To protect herself and Bean, Rue resorts to desperate measures. She’s not always sympathetic. There were moments I wanted to say to her, “Your solution to this problem is what???” Then again, sitting comfortably on my couch, there’s no way I could possibly know the fear that drives her to it.

Interwoven with this plotline are chapters taking place in the past, before and during the Civil War. Atakora slowly unfolds the story of how Rue got to this point and her complicated relationships with her mother, May Belle, and with the plantation owner’s daughter, Varina. Rue and Varina are the same age and have kind of a mutual fascination with each other but, as May Belle points out, the power imbalance means they can never really be friends. Gradually the full picture comes into focus, revealing both the horrors of the plantation and a possible way forward for Rue.

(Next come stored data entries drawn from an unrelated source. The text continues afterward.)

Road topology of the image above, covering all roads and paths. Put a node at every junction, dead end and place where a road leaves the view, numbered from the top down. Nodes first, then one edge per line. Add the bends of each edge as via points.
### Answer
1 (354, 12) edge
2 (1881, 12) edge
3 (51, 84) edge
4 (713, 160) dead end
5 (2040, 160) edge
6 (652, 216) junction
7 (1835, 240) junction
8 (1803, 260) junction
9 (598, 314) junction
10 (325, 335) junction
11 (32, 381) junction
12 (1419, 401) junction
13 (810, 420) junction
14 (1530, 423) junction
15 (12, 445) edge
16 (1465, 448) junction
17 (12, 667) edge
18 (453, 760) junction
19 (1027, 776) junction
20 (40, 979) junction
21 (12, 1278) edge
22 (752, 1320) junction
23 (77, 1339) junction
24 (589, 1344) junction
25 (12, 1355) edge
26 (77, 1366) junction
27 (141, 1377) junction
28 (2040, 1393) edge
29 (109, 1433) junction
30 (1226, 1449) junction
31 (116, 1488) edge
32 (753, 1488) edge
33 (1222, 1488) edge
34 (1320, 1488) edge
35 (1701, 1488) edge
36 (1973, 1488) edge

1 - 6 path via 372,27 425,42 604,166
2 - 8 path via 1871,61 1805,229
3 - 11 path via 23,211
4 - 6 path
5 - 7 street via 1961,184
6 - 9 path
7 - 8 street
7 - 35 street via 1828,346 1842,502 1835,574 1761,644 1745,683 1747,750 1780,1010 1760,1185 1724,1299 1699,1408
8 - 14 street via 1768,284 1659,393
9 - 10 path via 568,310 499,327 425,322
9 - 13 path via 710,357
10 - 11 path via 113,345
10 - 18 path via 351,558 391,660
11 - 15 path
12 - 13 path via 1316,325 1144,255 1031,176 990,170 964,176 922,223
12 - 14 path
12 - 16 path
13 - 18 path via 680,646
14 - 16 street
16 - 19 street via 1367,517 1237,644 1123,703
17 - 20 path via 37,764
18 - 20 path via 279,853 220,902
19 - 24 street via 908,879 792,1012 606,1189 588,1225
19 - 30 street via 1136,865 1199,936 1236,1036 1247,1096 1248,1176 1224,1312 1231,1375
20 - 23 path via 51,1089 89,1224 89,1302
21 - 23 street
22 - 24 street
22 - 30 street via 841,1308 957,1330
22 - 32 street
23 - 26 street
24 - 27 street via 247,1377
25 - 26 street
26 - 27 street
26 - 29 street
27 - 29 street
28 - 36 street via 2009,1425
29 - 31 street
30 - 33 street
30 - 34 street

Conjure Women feels like big-L Literature, like something you could teach in a college class along with Toni Morrison’s Beloved. It’s a richly layered book full of complex characters, secrets, and folklore, with a few moments of ambiguous magic. Atakora illuminates a period of time when the formerly enslaved were officially free, but definitely not safe. The moving back and forth in time can take a little while to get used to, but once you do, it works fantastically well to build suspense. I was riveted by this book, and highly recommend it.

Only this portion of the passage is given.